No. 96 – Louisville Kings
- Position: Defensive end
- Roster status: Active

Personal information
- Born: April 5, 2001 (age 25) DeSoto, Texas, U.S.
- Listed height: 6 ft 3 in (1.91 m)
- Listed weight: 281 lb (127 kg)

Career information
- High school: DeSoto (DeSoto, Texas)
- College: Tyler JC (2019) SMU (2020–2023)
- NFL draft: 2024: undrafted

Career history
- Seattle Seahawks (2024)*; Memphis Showboats (2025); Louisville Kings (2026–present);
- * Offseason or practice squad member only

Awards and highlights
- UFL champion (2026);
- Stats at Pro Football Reference

= DeVere Levelston =

American football player (born 2001)

DeVere Levelston (born April 5, 2001) is an American professional football defensive end for the Louisville Kings of the United Football League (UFL). He played college football at SMU and was signed by the Seattle Seahawks as an undrafted free agent in 2024.

== College career ==
Levelston graduated from DeSoto High School in DeSoto, Texas. He played college football at Tyler JC in 2019 and would later transfer to SMU, where he played from 2020 to 2023. He played 46 games, where he had a total of 90 tackles, 11 sacks for 66 yards, one fumble recovery, and two blocks.

== Professional career ==

Pre-draft measurables
| Height | Weight | Arm length | Hand span | Wingspan | 40-yard dash | 10-yard split | 20-yard split | 20-yard shuttle | Three-cone drill | Vertical jump | Broad jump | Bench press |
| 6 ft 3+1⁄2 in (1.92 m) | 281 lb (127 kg) | 33 in (0.84 m) | 9+7⁄8 in (0.25 m) | 6 ft 6+5⁄8 in (2.00 m) | 5.09 s | 1.83 s | 2.95 s | 4.84 s | 7.57 s | 28.0 in (0.71 m) | 9 ft 5 in (2.87 m) | 23 reps |
All values from Pro Day

=== Seattle Seahawks ===
After going undrafted in the 2024 NFL draft, on May 3, 2024, Levelston signed a three-year, $2.833 million contract with the Seattle Seahawks.
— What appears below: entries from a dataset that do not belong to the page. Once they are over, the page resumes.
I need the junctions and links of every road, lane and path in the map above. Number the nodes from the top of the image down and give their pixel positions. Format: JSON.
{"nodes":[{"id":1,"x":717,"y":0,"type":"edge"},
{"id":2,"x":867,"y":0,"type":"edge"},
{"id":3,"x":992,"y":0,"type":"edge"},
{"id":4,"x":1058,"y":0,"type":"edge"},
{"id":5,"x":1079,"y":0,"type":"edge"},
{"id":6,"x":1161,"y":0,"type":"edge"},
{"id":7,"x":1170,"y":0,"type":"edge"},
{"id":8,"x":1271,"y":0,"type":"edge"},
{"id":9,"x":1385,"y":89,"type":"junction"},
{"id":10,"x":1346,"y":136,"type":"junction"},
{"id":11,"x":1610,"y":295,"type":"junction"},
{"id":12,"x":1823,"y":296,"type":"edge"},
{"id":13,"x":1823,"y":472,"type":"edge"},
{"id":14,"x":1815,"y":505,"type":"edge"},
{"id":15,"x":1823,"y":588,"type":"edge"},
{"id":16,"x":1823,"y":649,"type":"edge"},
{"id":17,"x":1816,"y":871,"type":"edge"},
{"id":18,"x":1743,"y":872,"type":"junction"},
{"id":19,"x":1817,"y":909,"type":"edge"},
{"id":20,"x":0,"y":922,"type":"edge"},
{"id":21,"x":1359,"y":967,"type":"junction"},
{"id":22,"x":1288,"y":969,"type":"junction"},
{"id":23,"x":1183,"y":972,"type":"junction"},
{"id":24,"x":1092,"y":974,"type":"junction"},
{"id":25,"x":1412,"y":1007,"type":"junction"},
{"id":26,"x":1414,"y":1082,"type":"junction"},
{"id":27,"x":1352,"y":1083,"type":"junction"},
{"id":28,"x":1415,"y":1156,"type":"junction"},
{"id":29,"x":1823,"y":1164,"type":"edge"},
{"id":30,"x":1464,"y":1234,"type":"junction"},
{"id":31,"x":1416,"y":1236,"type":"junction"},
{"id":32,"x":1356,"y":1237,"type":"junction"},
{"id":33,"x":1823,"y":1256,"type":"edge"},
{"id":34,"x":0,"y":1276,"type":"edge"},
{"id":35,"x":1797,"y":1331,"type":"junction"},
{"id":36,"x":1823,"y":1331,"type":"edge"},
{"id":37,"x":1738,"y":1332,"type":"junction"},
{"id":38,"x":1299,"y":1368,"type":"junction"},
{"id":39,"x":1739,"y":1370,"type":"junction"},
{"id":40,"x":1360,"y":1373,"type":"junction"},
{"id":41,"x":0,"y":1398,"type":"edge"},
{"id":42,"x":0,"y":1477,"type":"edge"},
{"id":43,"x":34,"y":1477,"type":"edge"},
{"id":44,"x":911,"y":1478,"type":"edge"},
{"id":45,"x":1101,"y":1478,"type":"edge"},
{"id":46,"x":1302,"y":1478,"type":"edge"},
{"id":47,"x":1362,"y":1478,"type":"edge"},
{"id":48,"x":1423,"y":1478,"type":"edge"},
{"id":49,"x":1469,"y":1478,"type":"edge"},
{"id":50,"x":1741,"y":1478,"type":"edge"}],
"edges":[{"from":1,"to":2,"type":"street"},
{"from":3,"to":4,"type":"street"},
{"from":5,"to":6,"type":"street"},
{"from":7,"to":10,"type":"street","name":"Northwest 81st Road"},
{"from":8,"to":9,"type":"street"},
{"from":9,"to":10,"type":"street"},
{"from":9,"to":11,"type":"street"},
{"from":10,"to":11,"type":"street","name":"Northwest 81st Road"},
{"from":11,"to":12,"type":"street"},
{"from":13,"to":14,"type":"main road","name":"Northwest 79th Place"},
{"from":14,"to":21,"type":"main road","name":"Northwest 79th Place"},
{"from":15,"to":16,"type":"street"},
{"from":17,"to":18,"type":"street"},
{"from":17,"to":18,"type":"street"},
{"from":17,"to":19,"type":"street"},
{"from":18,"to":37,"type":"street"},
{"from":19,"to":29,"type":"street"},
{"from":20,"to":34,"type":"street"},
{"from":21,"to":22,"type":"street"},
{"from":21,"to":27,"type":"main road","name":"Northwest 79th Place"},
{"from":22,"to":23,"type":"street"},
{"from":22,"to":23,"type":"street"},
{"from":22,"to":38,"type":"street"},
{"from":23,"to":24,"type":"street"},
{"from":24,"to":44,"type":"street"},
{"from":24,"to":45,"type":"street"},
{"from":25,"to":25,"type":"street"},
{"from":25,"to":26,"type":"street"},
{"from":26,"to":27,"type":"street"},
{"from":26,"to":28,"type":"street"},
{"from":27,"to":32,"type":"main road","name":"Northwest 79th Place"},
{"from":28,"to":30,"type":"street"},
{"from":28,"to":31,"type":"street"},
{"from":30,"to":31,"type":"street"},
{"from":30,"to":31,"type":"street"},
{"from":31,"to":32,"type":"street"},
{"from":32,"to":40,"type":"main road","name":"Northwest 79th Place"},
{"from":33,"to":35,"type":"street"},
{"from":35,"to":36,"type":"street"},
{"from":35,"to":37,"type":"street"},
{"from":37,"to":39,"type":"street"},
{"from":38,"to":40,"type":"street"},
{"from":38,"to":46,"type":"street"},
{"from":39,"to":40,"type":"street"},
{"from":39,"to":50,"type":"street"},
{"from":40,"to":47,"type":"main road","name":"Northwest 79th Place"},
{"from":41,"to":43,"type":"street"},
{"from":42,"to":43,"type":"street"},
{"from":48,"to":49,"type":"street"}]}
He was waived on August 27, and re-signed to the practice squad. He was released on December 17.

===Memphis Showboats===
On April 22, 2025, Levelston signed with the Memphis Showboats of the United Football League.

=== Louisville Kings ===
On January 13, 2026, Levelston was selected by the Louisville Kings in the 2026 UFL Draft.